Mega: “Dal governo Bardi solo proclami. Le stabilizzazioni annunciate in sanità non sono sufficienti”

POTENZA – “La stabilizzazione di trecento precari nella sanità annunciata dall’assessore regionale Francesco Fanelli, pur essendo importante, non è assolutamente sufficiente a colmare le gravi carenze del sistema sanitario regionale e la penuria di medici e personale. Ancora una volta si fa propaganda sui problemi reali dei cittadini, sui quali ricadono i ritardi dell’attuale governo regionale”.  È quanto afferma il segretario generale della Cgil Basilicata, Fernando Mega. 

“Attraverso continui proclami – sostiene Mega – il governo Bardi cerca di distogliere l’attenzione dai problemi che persistono nella sanità lucana, rispetto ai quali anche i numeri delle stabilizzazioni non sono idonei a dare una svolta. Assunzioni che si e no coprono il turnover, oltre al fatto che sono ancora tanti i precari rimasti fuori, alcuni dei quali rischiano anche di non vedersi più rinnovati i contratti, nonostante la maturazione dei requisiti per la stabilizzazione e l’impegno profuso in questi anni di pandemia.

I cittadini lucani continuano pagare un prezzo troppo alto, tra carenze di personale di comparto e medico nei reparti e tempi biblici delle liste attese. In Basilicata carenza di personale e liste di attesa sempre più lunghe hanno fatto aumentare la migrazione sanitaria fino all’83,4% con un costo alla Regione di 69 milioni di euro secondo gli ultimi dati aggiornati. Ciò implica un notevole aumento della spesa sanitaria per i pazienti lucani, molti dei quali, soprattutto fragili e anziani, rinunciano alla cure. Un trend confermato anche dall’indagine sul gradimento della sanità lucana proprio in questi giorni presentata dallo Spi Cgil Basilicata, dalla quale emerge il giudizio pessimo degli intervistati sui servizi sanitari erogati, specie sulle liste di attesa che arrivano a superare anche i sei mesi”.

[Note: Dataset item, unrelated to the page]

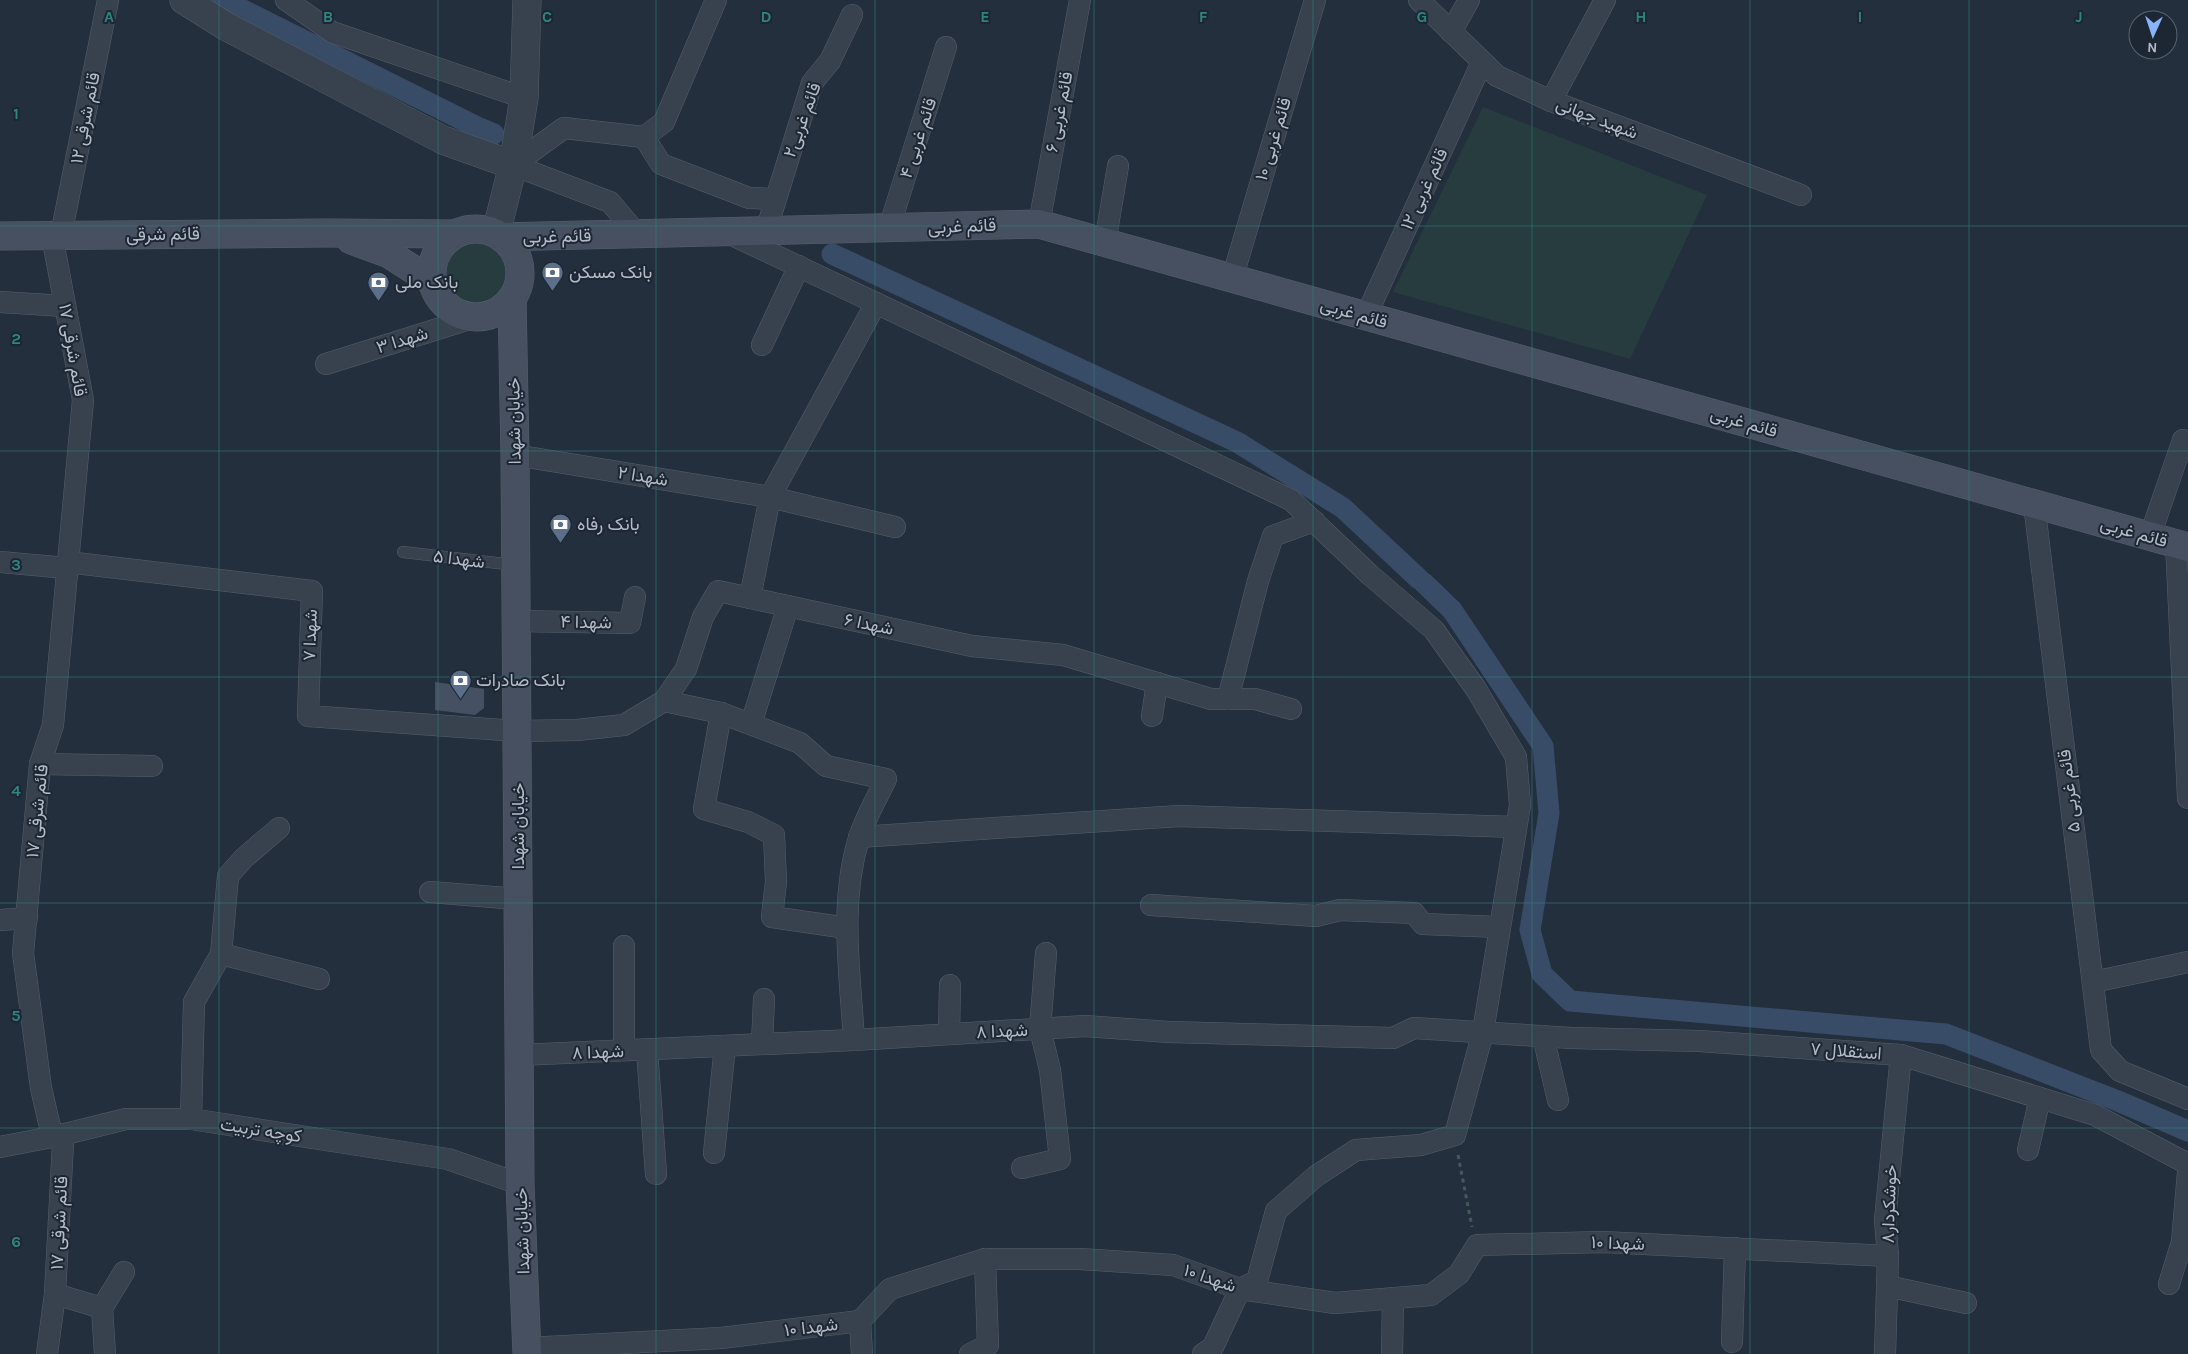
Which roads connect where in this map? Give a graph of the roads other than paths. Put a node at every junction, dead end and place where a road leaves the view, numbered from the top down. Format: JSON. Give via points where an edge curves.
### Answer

Ciò, secondo Mega, “dimostra ancora una volta come l’azione di questo governo regionale sul recupero delle liste di attesa a oggi non è sufficiente. In Basilicata il recupero delle prestazioni ambulatoriali è stato solo del 34%, mentre la Regione ha utilizzato solo l’81% dei 4,6 milioni di euro stanziati a tale scopo dal governo nazionale. Il tutto approvando indirizzi strategici e indicazioni operative per il recupero dei tempi di attesa senza alcun confronto preliminare con sindacati e addetti.  A ciò si aggiunge la gran confusione che impera sulla sanità privata per il mancato aggiornamento delle tariffe di quella  convenzionata e il mancato pagamento delle prestazioni rese extra budget. La Basilicata nel monitoraggio dei Lea – ricorda il leader della Cgil lucana – è fanalino di coda, con un punteggio inferiore alla soglia in due delle tre macro aree, ovvero prevenzione e assistenza ospedaliera, laddove gli indicatori relativi allo screening e alla non autosufficienza posizionano  in basso la nostra regione. In questo quadro, già complesso, si inseriscono in Basilicata le mancate nomine della direzione delle aziende sanitarie e il fatto che a oggi, dopo le dimissioni del direttore generale, il dipartimento alla Salute della Regione Basilicata è retto da un facente funzioni.  Proprio sulle nomine nella sanità è andato in scena il balletto delle poltrone nella poca chiarezza e nell’esasperata commistione tra gestione politica e amministrativa. 

Sono passati dieci mesi dalla mobilitazione regionale a novembre dello scorso anno, quando in migliaia siamo scesi in piazza per chiedere il rispetto del diritto alla salute. Decine e decine sono state le sollecitazioni e le richieste di incontro che si sono susseguite, da ultimo l’appello lanciato dalle Giornate del Lavoro della Cgil a Matera, ma a oggi non c’è stato nessun confronto di merito con il governo Bardi. Alla sanità lucana non servono proclami – conclude il segretario – ma ascolto, programmazione e investimenti. Ci aspettiamo che al tavolo tecnico convocato dall’assessore a seguito della richiesta delle categorie vengano rispettati gli impegni assunti sul completamento delle stabilizzazioni”.